Always learn another language. It opens up new mental pathways and can help you appreciate the ones you already know in surprising ways.


Well, there is no such simple interoperability with java from haskell, that's for sure. But otherwise…

  user> (:key nil)
  nil
Mmmm, I'm not certain I particularly want this

  user> (nil :key)
  CompilerException java.lang.IllegalArgumentException: Can't call nil
RUN!


As many are saying it's a pragmatic choice. And it allows you to do stuff like this:

  (:foo (:bar {}))
Without throwing a NPE. Which is what I want 99.9% of the time. As someone who codes in Clojure close to 10 hours a day, I rarely see a problem like you describe.


If you use clojure.typed, I think the second example would give you a compile-time type error.

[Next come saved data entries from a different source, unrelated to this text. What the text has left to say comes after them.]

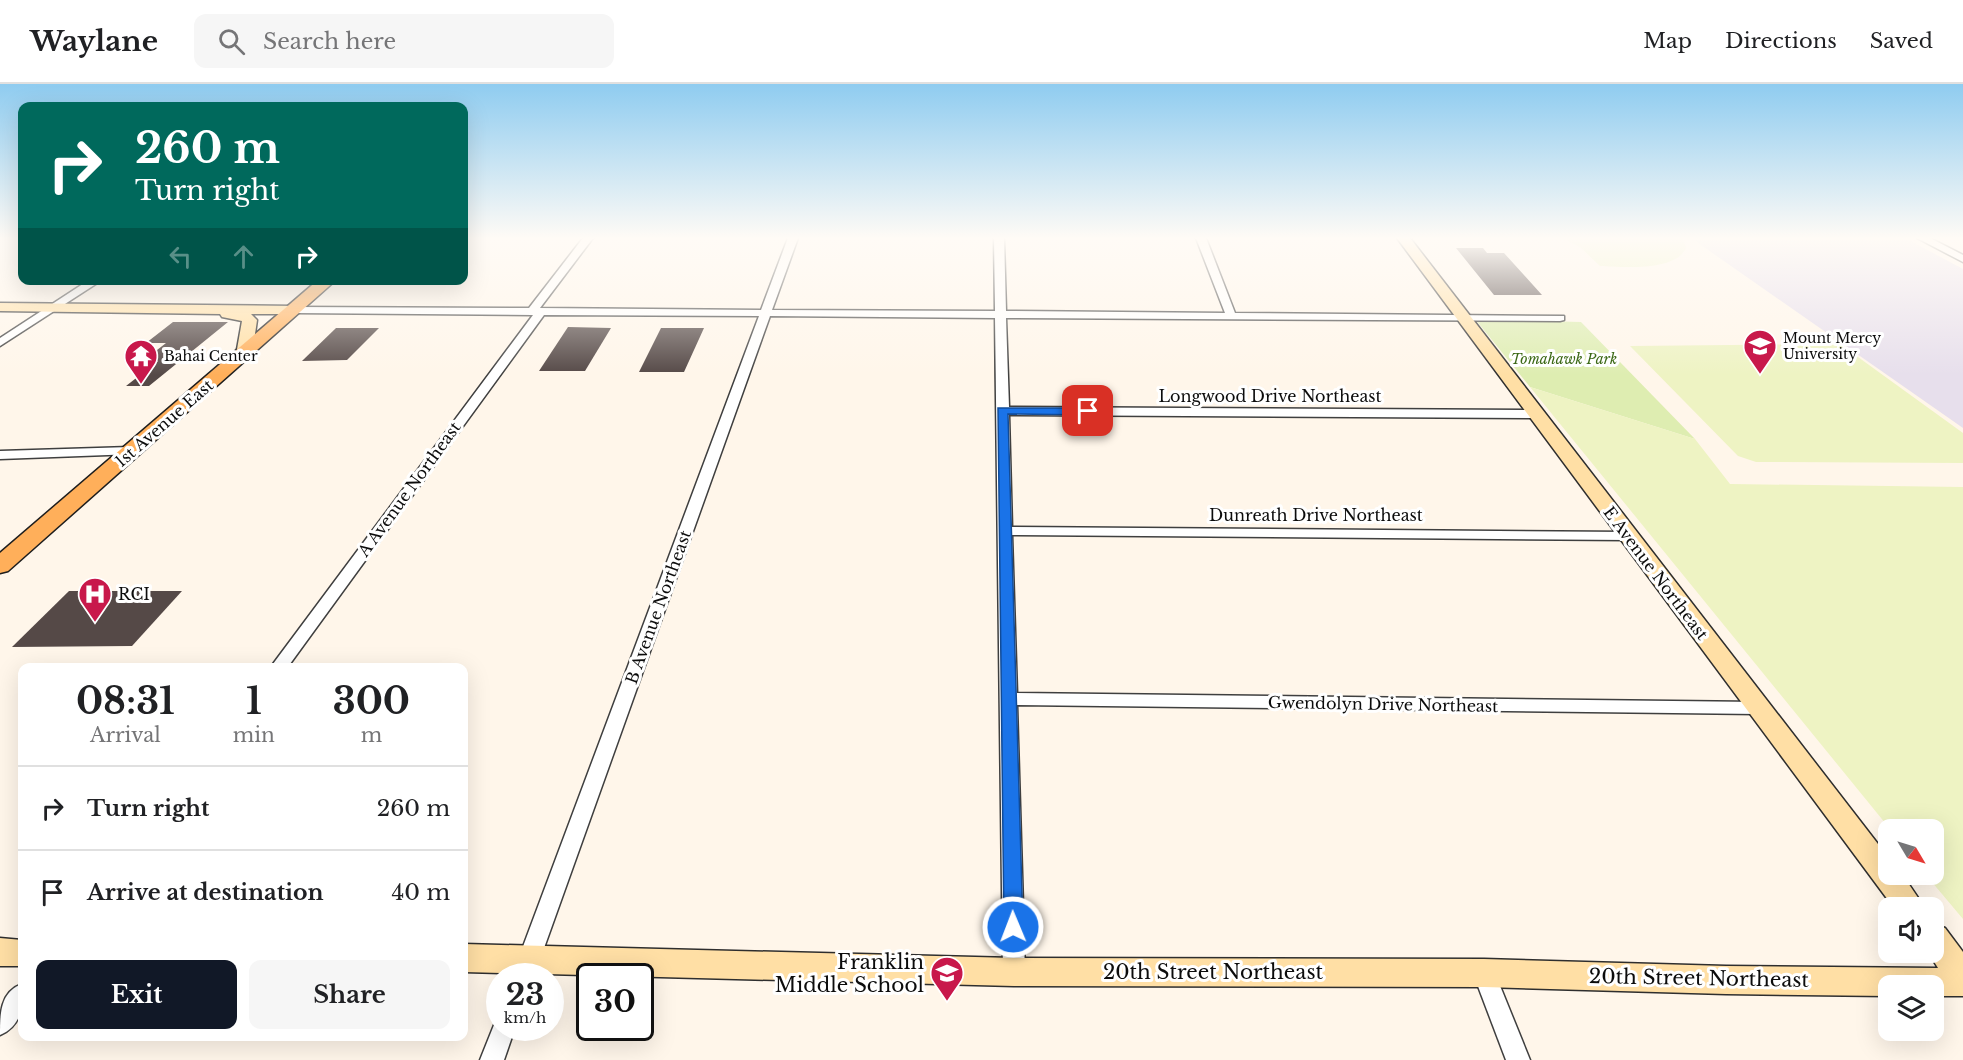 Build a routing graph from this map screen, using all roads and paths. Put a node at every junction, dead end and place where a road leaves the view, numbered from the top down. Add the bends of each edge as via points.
1 (556, 284) edge
2 (776, 284) edge
3 (1000, 284) edge
4 (1219, 284) edge
5 (1437, 284) edge
6 (90, 285) edge
7 (322, 285) edge
8 (0, 307) edge
9 (55, 308) junction
10 (185, 309) junction
11 (295, 310) junction
12 (536, 311) junction
13 (766, 312) junction
14 (1000, 314) junction
15 (1231, 315) junction
16 (1462, 317) junction
17 (1560, 318) dead end
18 (0, 343) edge
19 (244, 355) junction
20 (1002, 411) junction
21 (1538, 414) junction
22 (130, 451) junction
23 (0, 455) edge
24 (1004, 531) junction
25 (1628, 536) junction
26 (0, 566) edge
27 (282, 663) edge
28 (1008, 699) junction
29 (1758, 708) junction
30 (1903, 897) edge
31 (1944, 951) edge
32 (0, 952) edge
33 (18, 953) edge
34 (468, 959) edge
35 (495, 963) edge
36 (528, 963) edge
37 (564, 968) edge
38 (1014, 972) junction
39 (1484, 973) junction
40 (1963, 977) edge
41 (1963, 982) edge
42 (18, 999) edge
43 (0, 1024) edge
44 (499, 1041) edge
45 (492, 1060) edge
46 (1518, 1060) edge

1 - 12 street, A Avenue Northeast
2 - 13 street, B Avenue Northeast
3 - 14 street
4 - 15 street
5 - 16 street, E Avenue Northeast
6 - 9 street
7 - 11 main road, 1st Avenue East
8 - 9 street
9 - 10 street
9 - 18 street
10 - 11 street
10 - 19 street via 248,318
11 - 12 street
11 - 19 main road, 1st Avenue East
12 - 13 street
12 - 27 street, A Avenue Northeast
13 - 14 street
13 - 36 street, B Avenue Northeast
14 - 15 street
14 - 20 street
15 - 16 street
16 - 17 street
16 - 21 street, E Avenue Northeast
19 - 22 main road, 1st Avenue East
20 - 21 street, Longwood Drive Northeast
20 - 24 street
21 - 25 street, E Avenue Northeast
22 - 23 street
22 - 26 main road, 1st Avenue East
24 - 25 street, Dunreath Drive Northeast
24 - 28 street
25 - 29 street, E Avenue Northeast
28 - 29 street, Gwendolyn Drive Northeast
28 - 38 street
29 - 30 street, E Avenue Northeast
31 - 40 street
32 - 33 street
34 - 35 street, 20th Street Northeast
37 - 38 street, 20th Street Northeast
38 - 39 street, 20th Street Northeast
39 - 41 street, 20th Street Northeast
39 - 46 street
42 - 43 street
44 - 45 street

While true, the second example already gives you a compile-time error in normal Clojure (note the CompilerException). It never compiled and was never evaluated. This on the other hand compiles and is likely what the OP wanted to show:

  user> (let [e nil] (e :key))

  NullPointerException


I envy you 'cause I'm too stupid to use Haskell. I'd suggest you stay with it if it already lets you do things. And I'm staying with Clojure 'cause it works for me.


Small typo:

The link to Clojure points to "http://cjohansen.no/clojure.org" instead of "http://clojure.org".


Nice writeup. There's an error in one of the examples though:

(map :name people)

evaluates to a lazy sequence, not a vector.


In which the author gets really excited about idioms in Clojure that don't seem that exciting.


I think the article is overly focused on small, pragmatic syntax issues without explaining how the underlying language and runtime have _enabled_ them.

It might be interesting to discuss _why_ keywords or maps or sets can work as functions, by implementing the IFn interface. Perhaps explain why homoiconicity and macros enable things like thread-first and -last, and talk about how we can implement our own reader literals.


> I think the article is overly focused on small, pragmatic syntax issues without explaining how the underlying language and runtime have _enabled_ them.

That was kinda the whole point of the post.


Sounds like you have a nice topic there for your next blog post.


Agreed. This did nothing to make me really excited about Clojure or Lisp. A demonstration of differential was a better example than this.


It's not really intended as an "evangelist" post. It's just describing some details that makes a big difference to me in my day-to-day work. I guess it's more of a "hey, fellow Clojure programmer, don't you agree that these details really put the icing on the cake?" kind of post.

Maybe the other post I posted the same day would give newcomers a better impression of what using Clojure is like in practice (lots more code, more in-depth): http://cjohansen.no/building-static-sites-in-clojure-with-st...


The 'to die for' is too strong.

ps: what is the min* function ? can't find anything on google


It's an expression of enthusiasm, don't take it so seriously.

min* is like min but takes a list, it's not built in. Yes, I know about apply, I still prefer min* to (apply min) in certain cases.


Thanks, I was just affraid I'd missed some kind of builtin macro or convention. At one point I thought that -> would rewrite function #"\*$" to decorate them with apply ... paranoid noobies you know.

ps: you're a very enthusiastic person ;)


One thing that will help a lot: type (source f) to see the source code for a function or macro. Also (doc f) for documentation.


thanks for writing it. i have yet to grok or embrace Lisp-family languages, but your post was still fun to read.